## WHAT IS REQUIRED
Exactly as written, transcribe the lines that run from the one containing "Write the network" to the end of the records below.

------------------------

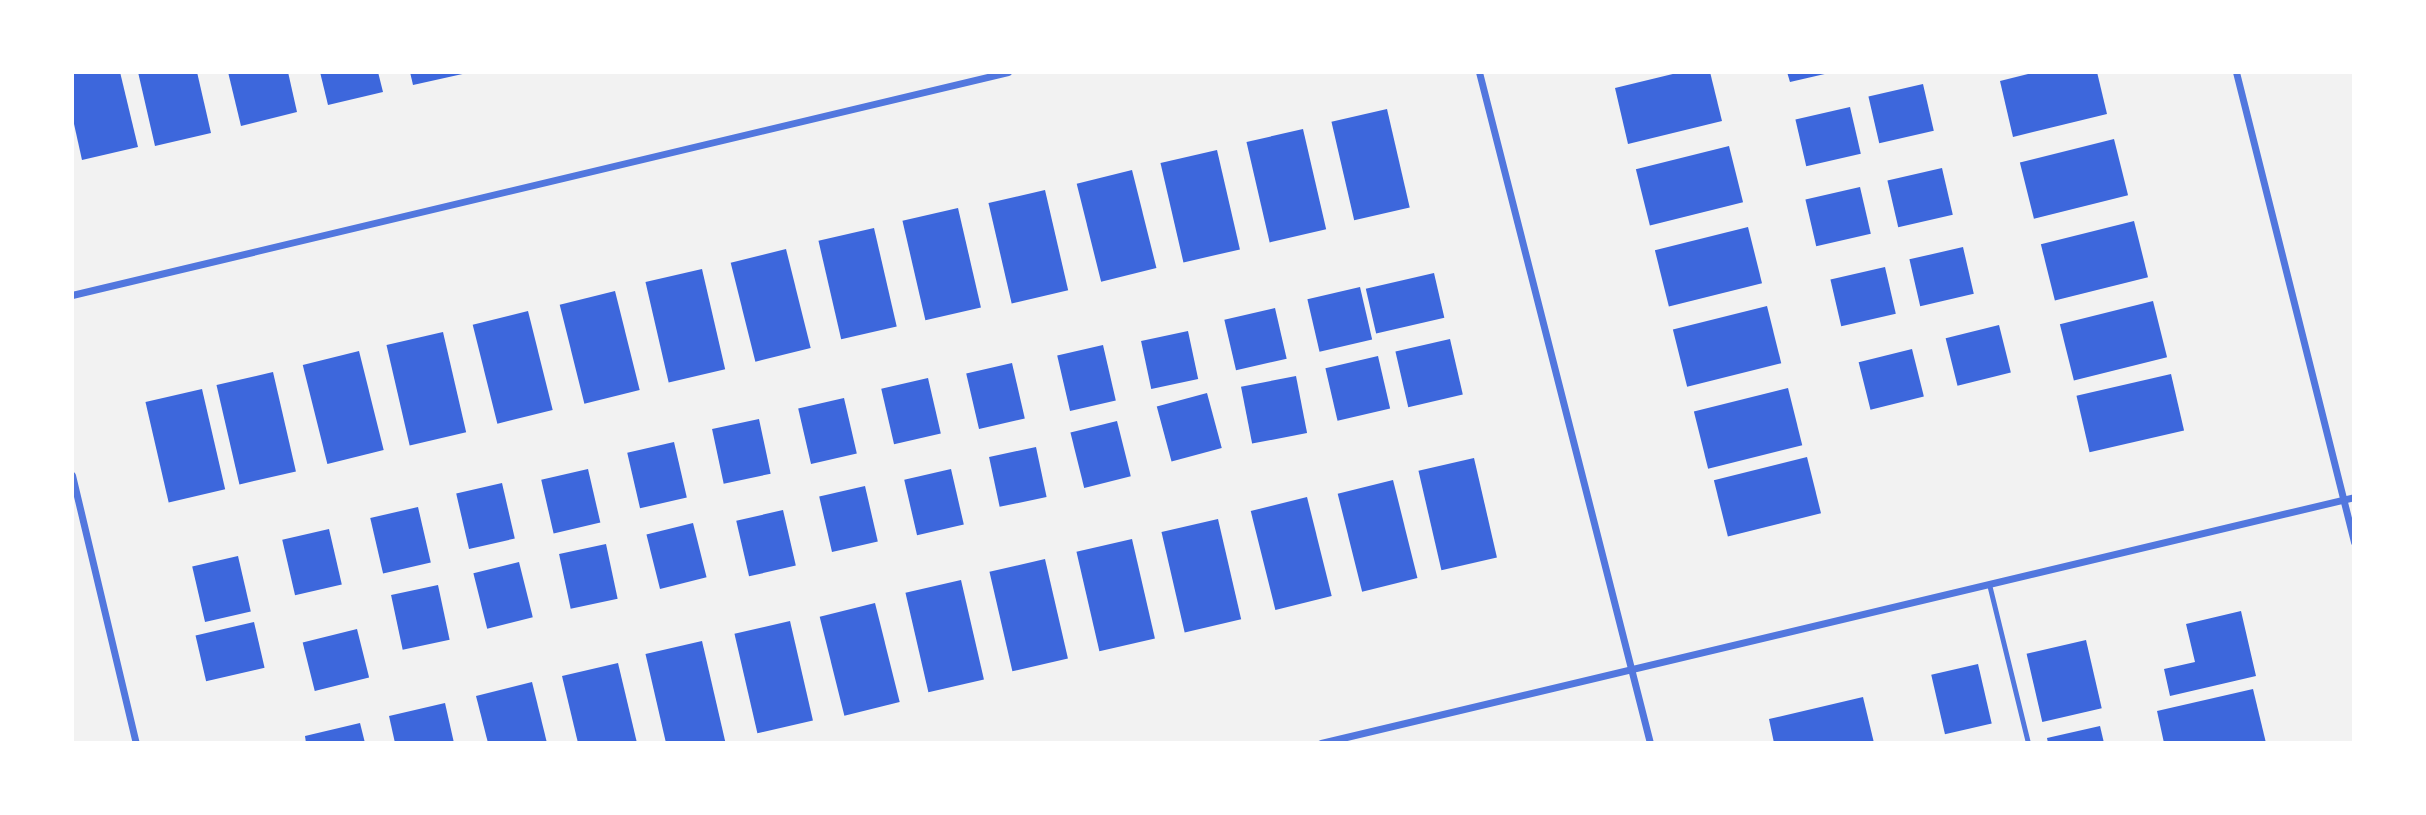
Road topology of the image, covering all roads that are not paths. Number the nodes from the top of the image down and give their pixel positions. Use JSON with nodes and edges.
{"nodes":[{"id":1,"x":1008,"y":72,"type":"edge"},
{"id":2,"x":1479,"y":72,"type":"edge"},
{"id":3,"x":2236,"y":72,"type":"edge"},
{"id":4,"x":72,"y":295,"type":"edge"},
{"id":5,"x":72,"y":475,"type":"edge"},
{"id":6,"x":2354,"y":497,"type":"edge"},
{"id":7,"x":2344,"y":499,"type":"junction"},
{"id":8,"x":2354,"y":542,"type":"edge"},
{"id":9,"x":1989,"y":584,"type":"junction"},
{"id":10,"x":1632,"y":669,"type":"junction"},
{"id":11,"x":136,"y":743,"type":"edge"},
{"id":12,"x":1321,"y":743,"type":"edge"},
{"id":13,"x":1650,"y":743,"type":"edge"},
{"id":14,"x":2028,"y":743,"type":"edge"}],
"edges":[{"from":1,"to":4,"type":"street"},
{"from":2,"to":10,"type":"street"},
{"from":3,"to":7,"type":"street"},
{"from":5,"to":11,"type":"street"},
{"from":6,"to":7,"type":"street"},
{"from":7,"to":8,"type":"street"},
{"from":7,"to":9,"type":"street"},
{"from":9,"to":10,"type":"street"},
{"from":9,"to":14,"type":"lane"},
{"from":10,"to":12,"type":"street"},
{"from":10,"to":13,"type":"street"}]}
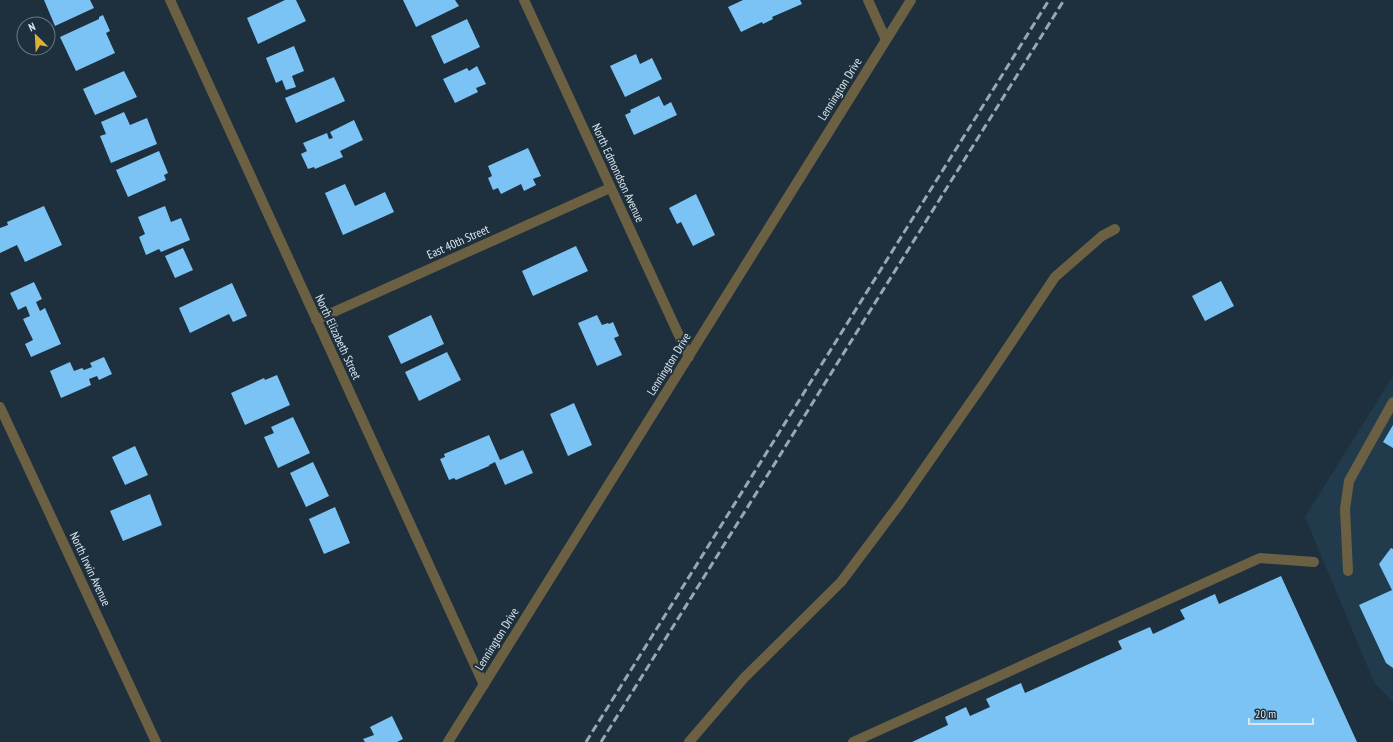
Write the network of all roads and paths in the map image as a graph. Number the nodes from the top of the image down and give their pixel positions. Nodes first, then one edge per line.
1 (170, 0) edge
2 (524, 0) edge
3 (868, 0) edge
4 (911, 0) edge
5 (886, 40) junction
6 (610, 188) junction
7 (1115, 229) dead end
8 (316, 320) junction
9 (689, 357) junction
10 (1393, 402) edge
11 (0, 407) edge
12 (1314, 562) dead end
13 (1348, 571) dead end
14 (484, 685) junction
15 (156, 742) edge
16 (448, 742) edge
17 (689, 742) edge
18 (853, 742) edge

1 - 8 street, North Elizabeth Street
2 - 6 street, North Edmondson Avenue
3 - 5 street
4 - 5 street, Lennington Drive
5 - 9 street, Lennington Drive
6 - 8 street, East 40th Street
6 - 9 street, North Edmondson Avenue
7 - 17 street
8 - 14 street, North Elizabeth Street
9 - 14 street, Lennington Drive
10 - 13 street
11 - 15 street, North Irwin Avenue
12 - 18 street
14 - 16 street, Lennington Drive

------------------------

## EXERCISE ANSWER
Write the network of all roads and paths in the map image as a graph. Number the nodes from the top of the image down and give their pixel positions. Nodes first, then one edge per line.
1 (170, 0) edge
2 (524, 0) edge
3 (868, 0) edge
4 (911, 0) edge
5 (886, 40) junction
6 (610, 188) junction
7 (1115, 229) dead end
8 (316, 320) junction
9 (689, 357) junction
10 (1393, 402) edge
11 (0, 407) edge
12 (1314, 562) dead end
13 (1348, 571) dead end
14 (484, 685) junction
15 (156, 742) edge
16 (448, 742) edge
17 (689, 742) edge
18 (853, 742) edge

1 - 8 street, North Elizabeth Street
2 - 6 street, North Edmondson Avenue
3 - 5 street
4 - 5 street, Lennington Drive
5 - 9 street, Lennington Drive
6 - 8 street, East 40th Street
6 - 9 street, North Edmondson Avenue
7 - 17 street
8 - 14 street, North Elizabeth Street
9 - 14 street, Lennington Drive
10 - 13 street
11 - 15 street, North Irwin Avenue
12 - 18 street
14 - 16 street, Lennington Drive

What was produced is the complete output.